C’è un prima e un dopo nella vita di Stefano Tacconi. Il prima è quello del calcio leggendario, delle notti di Coppa e delle glorie in bianconero. Il dopo, invece, è il tempo della rinascita, della sofferenza e della fede. Tacconi ha raccontato entrambe le sue vite davanti a centinaia di studenti nell’auditorium del Valentianum, durante l’ultima giornata del Festival del Sud, la kermesse organizzata dall’associazione Valentia a Vibo Valentia. Presentando il suo libro “L’arte di parare”, l’ex portiere della Juventus ha emozionato e fatto piangere la platea, accompagnato dalla moglie Laura Speranza, che da tre anni non lo lascia mai solo.
Dallo stadio Heysel a San Giovanni Rotondo
Nel primo tempo della sua vita, Tacconi è stato un simbolo del calcio vero, quello degli anni Ottanta, quando la Serie A era “il campionato più bello del mondo”.
Dal 1983 al 1992 ha difeso i pali della Juventus, raccogliendo l’eredità di Dino Zoff e giocando al fianco di leggende come Michel Platini, Gaetano Scirea, Marco Tardelli e Gianluca Vialli. Con loro ha vinto tutto: Scudetti, Coppa dei Campioni e Coppa Intercontinentale.
Poi, il 23 aprile 2022, la vita si ferma. Un aneurisma cerebrale lo colpisce all’improvviso, poco dopo un evento di beneficenza. “Mi sono salvato grazie a mio figlio Andrea – ha raccontato – che ha capito subito cosa stava succedendo e ha agito con sangue freddo. Senza di lui, forse oggi non sarei qui”.
Da lì inizia un viaggio diverso, tra ospedali, fisioterapie e fede. “Ho vissuto una geografia nuova – dice – da Asti ad Alessandria, da Milano a San Giovanni Rotondo. Ogni tappa è stata una partita da vincere, ogni giorno un allenamento con allenatori speciali: medici e infermieri”.
“Oggi sono più sensibile. E ho imparato a piangere”
Sul palco di Vibo, Tacconi non parla solo di sport. Parla di vita, di cadute e ripartenze. Di un uomo che ha dovuto imparare tutto da capo: camminare, parlare, respirare.
“Oggi sono diventato molto più sensibile – confessa –. Ho avuto anche la possibilità di piangere, che prima non avevo. Adesso invece ringrazio Dio: è giusto piangere, come diceva l’avvocato Agnelli, altrimenti non si è nessuno. È un’esperienza importante, che non auguro a nessuno, ma fare fatica dà più soddisfazione quando si ottengono risultati”.

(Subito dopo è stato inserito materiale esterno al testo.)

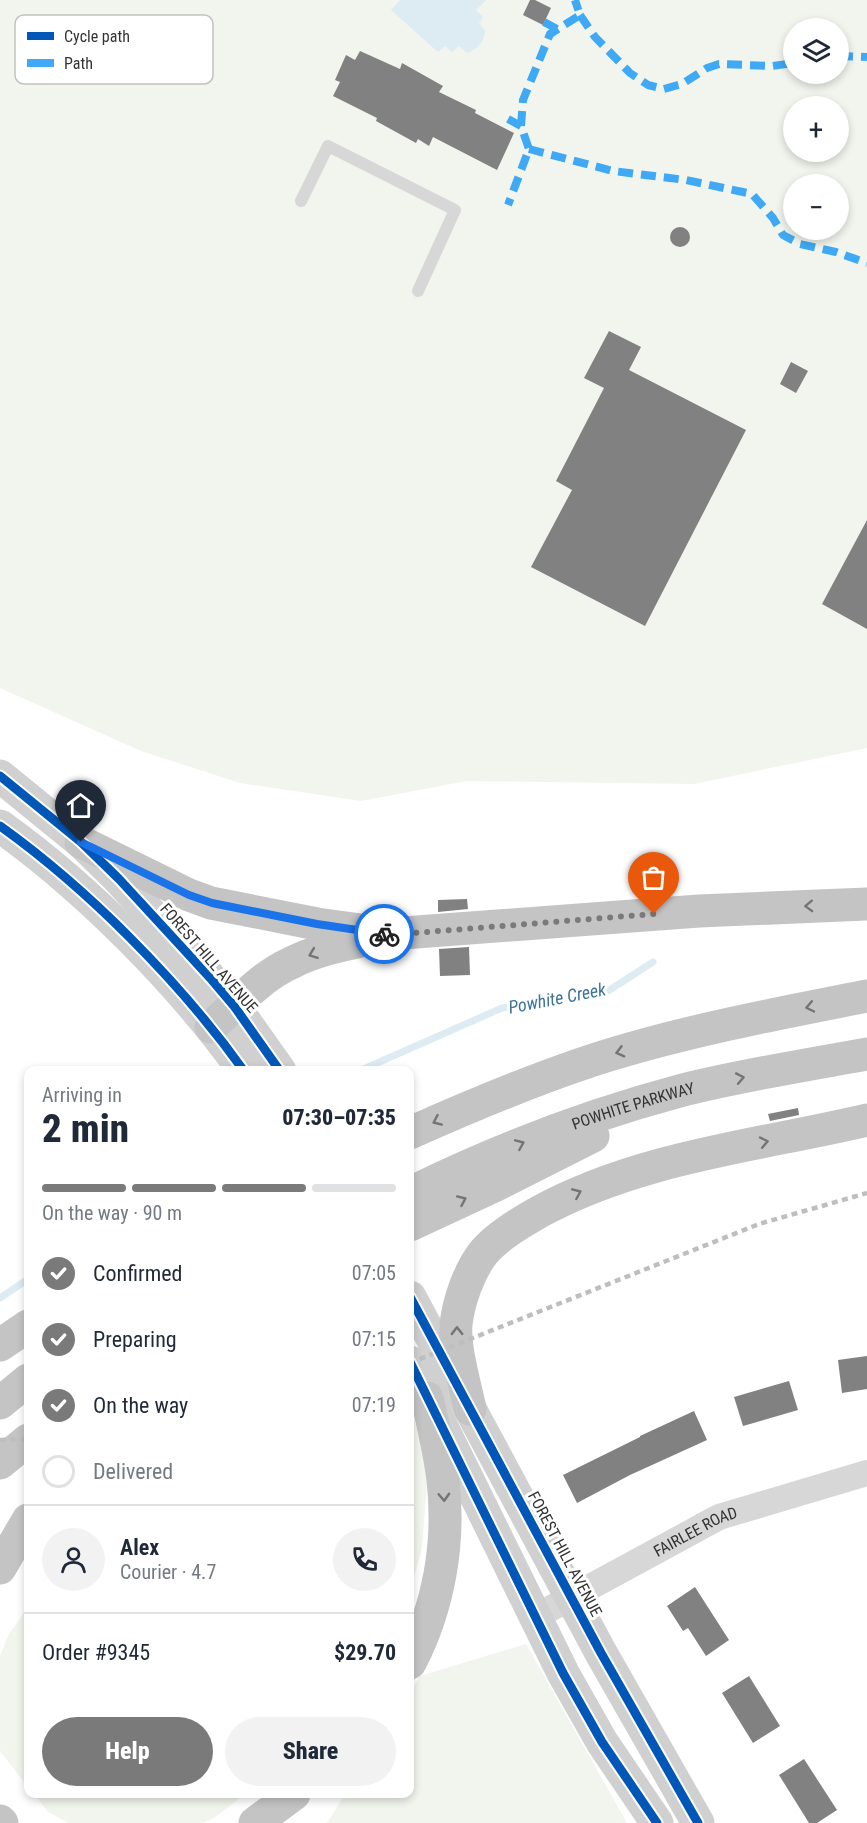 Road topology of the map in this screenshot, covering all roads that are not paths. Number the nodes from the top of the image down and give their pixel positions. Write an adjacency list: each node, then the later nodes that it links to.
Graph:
1 (301, 201): 2 (lane)
2 (418, 291)
3 (0, 776): 5 (main road, FOREST HILL AVENUE)
4 (0, 826): 9 (main road, FOREST HILL AVENUE)
5 (81, 842): 7 (highway); 9 (main road, FOREST HILL AVENUE)
6 (867, 904): 7 (highway, one-way to 7)
7 (390, 934): 9 (highway, one-way to 9)
8 (867, 996): 14 (highway, one-way to 14)
9 (222, 1017): 11 (main road, FOREST HILL AVENUE)
10 (867, 1054): 12 (highway, POWHITE PARKWAY, one-way to 10)
11 (257, 1064)
12 (683, 1090): 15 (highway, POWHITE PARKWAY, one-way to 12); 16 (highway, one-way to 12)
13 (867, 1120): 24 (highway, one-way to 13)
14 (414, 1131)
15 (414, 1191)
16 (414, 1223)
17 (416, 1309): 24 (main road, FOREST HILL AVENUE)
18 (24, 1329): 19 (highway)
19 (0, 1346)
20 (414, 1370): 22 (main road)
21 (24, 1383): 23 (highway)
22 (427, 1398): 31 (main road); 32 (highway, one-way to 32)
23 (0, 1403)
24 (470, 1409): 30 (main road, FOREST HILL AVENUE)
25 (24, 1443): 26 (highway)
26 (0, 1463)
27 (867, 1473): 30 (street, FAIRLEE ROAD)
28 (24, 1527): 29 (highway)
29 (0, 1568)
30 (572, 1598): 31 (street, FAIRLEE ROAD); 36 (main road, FOREST HILL AVENUE)
31 (535, 1617): 35 (main road)
32 (414, 1654)
33 (289, 1798): 34 (highway)
34 (255, 1823)
35 (657, 1823)
36 (698, 1823)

La fede, la moglie e Padre Pio
“Padre Pio mi ha aiutato – prosegue Tacconi –. A San Giovanni Rotondo si respira una fede importante, e spero che ci sia stata anche una sua mano nel farmi tornare a vivere serenamente con la mia famiglia”. E aggiunge, con un sorriso riconoscente: “Mia moglie Laura è devota da tanti anni, credo che anche le sue preghiere siano state fondamentali. Speriamo che sia stato così”.